[Work item]:
Give the listing below again exactly, but without any of its pictures.

[Extracted material]:
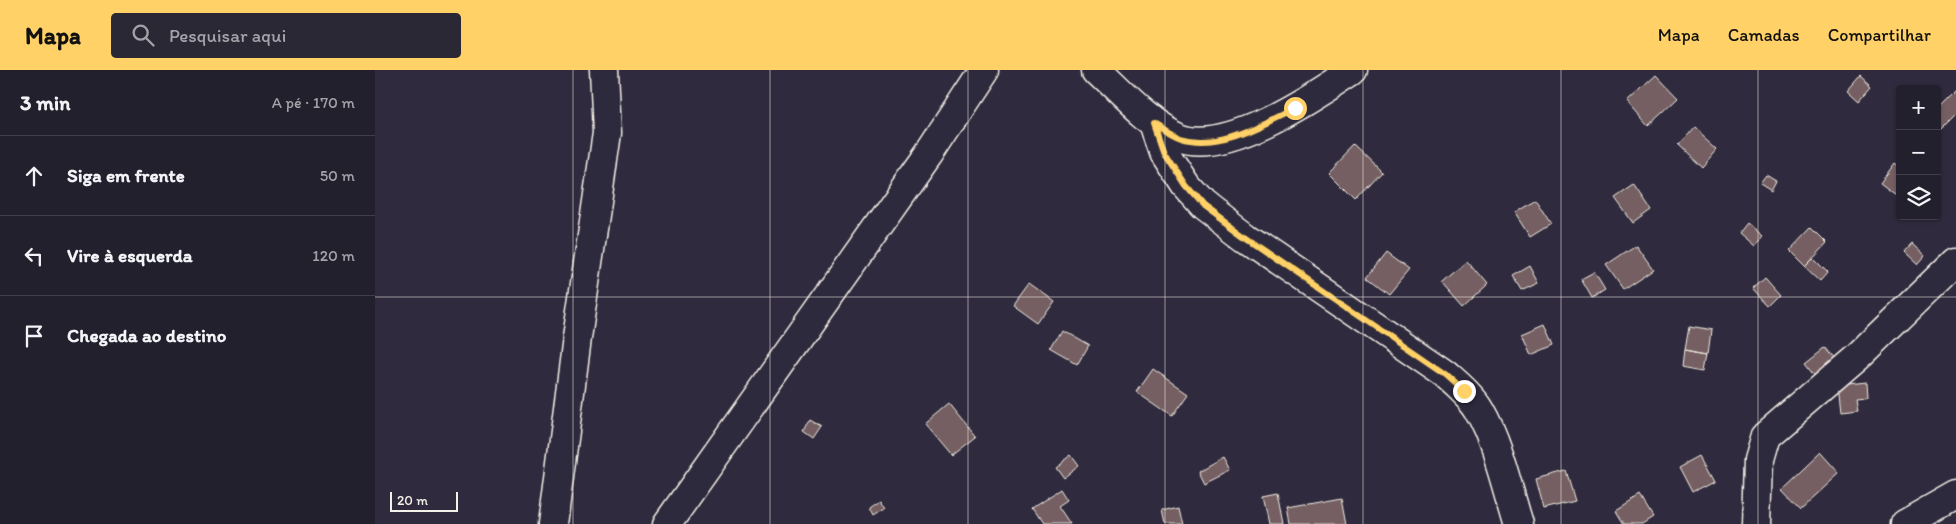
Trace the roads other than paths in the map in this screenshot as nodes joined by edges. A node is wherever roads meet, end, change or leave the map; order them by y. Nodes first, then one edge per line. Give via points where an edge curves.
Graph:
1 (604, 70) edge
2 (984, 70) edge
3 (1096, 70) edge
4 (1353, 70) edge
5 (1154, 123) junction
6 (1956, 260) edge
7 (1956, 495) edge
8 (553, 524) edge
9 (667, 524) edge
10 (1519, 524) edge
11 (1756, 524) edge
12 (1905, 524) edge

1 - 8 street via 607,132
2 - 9 street via 929,154
3 - 5 street
4 - 5 street via 1295,108 1222,139 1198,141 1180,138
5 - 10 street via 1164,152 1203,206 1445,374 1464,391 1479,409 1496,447
6 - 11 street via 1858,356 1765,436 1758,460
7 - 12 street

[Response to this exercise]:
Trace the roads other than paths in the map in this screenshot as nodes joined by edges. A node is wherever roads meet, end, change or leave the map; order them by y. Nodes first, then one edge per line. Give via points where an edge curves.
Graph:
1 (604, 70) edge
2 (984, 70) edge
3 (1096, 70) edge
4 (1353, 70) edge
5 (1154, 123) junction
6 (1956, 260) edge
7 (1956, 495) edge
8 (553, 524) edge
9 (667, 524) edge
10 (1519, 524) edge
11 (1756, 524) edge
12 (1905, 524) edge

1 - 8 street via 607,132
2 - 9 street via 929,154
3 - 5 street
4 - 5 street via 1295,108 1222,139 1198,141 1180,138
5 - 10 street via 1164,152 1203,206 1445,374 1464,391 1479,409 1496,447
6 - 11 street via 1858,356 1765,436 1758,460
7 - 12 street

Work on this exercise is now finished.